Алик понимал классика, и нашел покой лишь в объятиях собственной жены.
Белокожая «северная красавица»  остудила в нем Маринкин пожар, и он с удовольствием принял тихую заводь.
Женился-остыл-успокоился… Хотя память о руках язычницы оставалась, запрятанная где-то в далеком уголке…
Теперь он боялся воспоминаний. Из рассказов сокурсников младше, проходивших практику в том же «глухом углу», он узнал как городской мальчишка из «параллели» бросил учебу и навсегда остался в поселке… С той самой Маринкой…
Девчонка оказалась  из древнего шаманского рода, и что уж произошло на самом деле, Алик не знал. Да в общем и не хотел знать… После рождения первой дочери он с еще большим удовольствием «гасил» давний пожар в объятиях милой «северной» жены…

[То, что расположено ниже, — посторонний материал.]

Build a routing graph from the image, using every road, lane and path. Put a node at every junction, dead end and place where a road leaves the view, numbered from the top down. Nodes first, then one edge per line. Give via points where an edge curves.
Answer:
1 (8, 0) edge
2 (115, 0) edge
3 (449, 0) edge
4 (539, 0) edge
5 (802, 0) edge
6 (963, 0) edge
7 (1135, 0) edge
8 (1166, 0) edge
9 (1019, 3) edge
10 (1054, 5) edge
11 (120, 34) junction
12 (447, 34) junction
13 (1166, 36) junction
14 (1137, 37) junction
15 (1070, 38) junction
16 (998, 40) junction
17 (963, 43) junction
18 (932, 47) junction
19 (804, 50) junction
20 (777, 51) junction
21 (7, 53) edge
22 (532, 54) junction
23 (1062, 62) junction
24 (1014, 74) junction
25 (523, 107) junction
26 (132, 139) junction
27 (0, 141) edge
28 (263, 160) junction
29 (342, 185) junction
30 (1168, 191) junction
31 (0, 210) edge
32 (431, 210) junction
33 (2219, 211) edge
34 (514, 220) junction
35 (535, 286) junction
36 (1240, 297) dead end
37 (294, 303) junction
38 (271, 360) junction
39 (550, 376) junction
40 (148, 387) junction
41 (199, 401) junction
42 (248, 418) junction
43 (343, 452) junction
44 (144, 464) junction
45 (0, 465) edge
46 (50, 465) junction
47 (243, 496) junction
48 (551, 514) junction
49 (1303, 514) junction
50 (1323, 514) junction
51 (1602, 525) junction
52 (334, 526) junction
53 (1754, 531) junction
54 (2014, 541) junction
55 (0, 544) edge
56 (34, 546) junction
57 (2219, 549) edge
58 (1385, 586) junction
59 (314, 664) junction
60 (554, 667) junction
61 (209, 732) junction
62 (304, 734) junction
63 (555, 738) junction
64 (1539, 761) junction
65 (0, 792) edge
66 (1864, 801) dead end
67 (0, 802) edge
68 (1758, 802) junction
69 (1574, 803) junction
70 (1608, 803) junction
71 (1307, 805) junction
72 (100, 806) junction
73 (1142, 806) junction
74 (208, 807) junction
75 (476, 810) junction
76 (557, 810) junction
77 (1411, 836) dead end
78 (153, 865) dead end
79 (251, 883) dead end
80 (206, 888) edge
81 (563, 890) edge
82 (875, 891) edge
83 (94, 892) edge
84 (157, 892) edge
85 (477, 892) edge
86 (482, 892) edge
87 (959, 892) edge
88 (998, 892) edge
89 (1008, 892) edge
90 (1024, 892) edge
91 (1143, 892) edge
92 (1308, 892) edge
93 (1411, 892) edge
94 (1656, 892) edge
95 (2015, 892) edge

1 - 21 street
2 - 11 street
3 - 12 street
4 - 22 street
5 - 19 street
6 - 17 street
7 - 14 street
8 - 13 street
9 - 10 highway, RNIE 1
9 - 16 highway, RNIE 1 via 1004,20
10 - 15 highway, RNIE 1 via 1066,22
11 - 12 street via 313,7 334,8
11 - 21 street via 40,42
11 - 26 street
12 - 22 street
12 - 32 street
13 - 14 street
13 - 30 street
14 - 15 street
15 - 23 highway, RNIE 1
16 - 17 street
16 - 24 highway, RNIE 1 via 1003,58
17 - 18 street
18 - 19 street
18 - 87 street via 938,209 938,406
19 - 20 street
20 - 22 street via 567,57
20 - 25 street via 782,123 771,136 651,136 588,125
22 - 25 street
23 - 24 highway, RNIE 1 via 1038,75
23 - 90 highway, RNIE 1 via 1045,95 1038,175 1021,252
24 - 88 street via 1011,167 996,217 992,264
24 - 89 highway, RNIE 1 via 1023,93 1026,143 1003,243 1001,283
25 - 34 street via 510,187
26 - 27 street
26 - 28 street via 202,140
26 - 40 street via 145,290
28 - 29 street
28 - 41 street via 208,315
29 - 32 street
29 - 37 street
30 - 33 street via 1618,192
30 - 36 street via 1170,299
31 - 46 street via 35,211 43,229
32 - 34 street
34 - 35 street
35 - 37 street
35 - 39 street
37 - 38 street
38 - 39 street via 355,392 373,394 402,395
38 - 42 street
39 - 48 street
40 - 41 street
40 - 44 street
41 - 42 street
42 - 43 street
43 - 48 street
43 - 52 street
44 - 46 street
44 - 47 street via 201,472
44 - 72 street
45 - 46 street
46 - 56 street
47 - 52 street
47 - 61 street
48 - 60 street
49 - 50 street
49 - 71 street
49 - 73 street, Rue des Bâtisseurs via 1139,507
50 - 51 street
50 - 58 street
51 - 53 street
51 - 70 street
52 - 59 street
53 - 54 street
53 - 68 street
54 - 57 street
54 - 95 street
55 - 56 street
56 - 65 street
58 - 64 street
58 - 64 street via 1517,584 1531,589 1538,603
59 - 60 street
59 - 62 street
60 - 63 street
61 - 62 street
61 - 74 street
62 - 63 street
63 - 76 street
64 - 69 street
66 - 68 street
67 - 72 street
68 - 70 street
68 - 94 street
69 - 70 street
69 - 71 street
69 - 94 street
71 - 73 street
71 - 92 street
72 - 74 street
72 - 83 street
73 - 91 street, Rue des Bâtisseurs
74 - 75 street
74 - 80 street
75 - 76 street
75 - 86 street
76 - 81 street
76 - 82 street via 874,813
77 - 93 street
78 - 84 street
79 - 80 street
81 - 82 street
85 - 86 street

Но время проходчиво, а безжалостные стрелки не меняют поступательного движения.
- Урагша… - бормотал иной раз Алик, посматривая на железный будильник времен студенчества у матери дома.
«Урагша» во все времена означало на бурятском: «вперед»…
- Урагша… - шептал он пустоте, чуя за прожитыми сорок с небольшим годами невозвратность времён, - Урагша… - Открывались просторы Бурятии, что по-прежнему манили и он успокаивался, чуя опасность и вспоминая Маринкину историю.
Он был предан своей «северной» избраннице, хотя двадцать с «хвостиком» лет для семьи срок немалый.  Вот только память и ладони юной шаманки из далекого поселка стали отсчетом той опасной границы.
Касаясь женских рук (в беседе или знакомясь) он теперь радовался их человеческой простоте, а старое студенческое: «Не то…» звучало теперь успокаивающе.
«Не то… - вглядывался Алик в глаза собеседниц. – Не то…»
Ему не хотелось неожиданностей…
По крайней мере, он так думал…

+++
«Седина в бороду» - состояние расхожее, а семейные ценности они все-таки больше для женщин. Парни не будут вечно сидеть дома, и «тихий омут» Алика понемногу «давал трещину».
Не подумайте… Верность «северной избраннице» он хранил, но какой-то далекий зов уже тащил его из семейных глубин
Нужно было действовать, и хотя Алик не знал ещё что делать, он каким-то наитием нашел в отцовском гараже туристический рюкзак времен студенчества.
«Северная спутница» не противилась… Она была преданной скво (женой) и не переживала зная: её мужчина всегда будет возвращаться - словно и не было этих тысяч лет и мир по-прежнему юн.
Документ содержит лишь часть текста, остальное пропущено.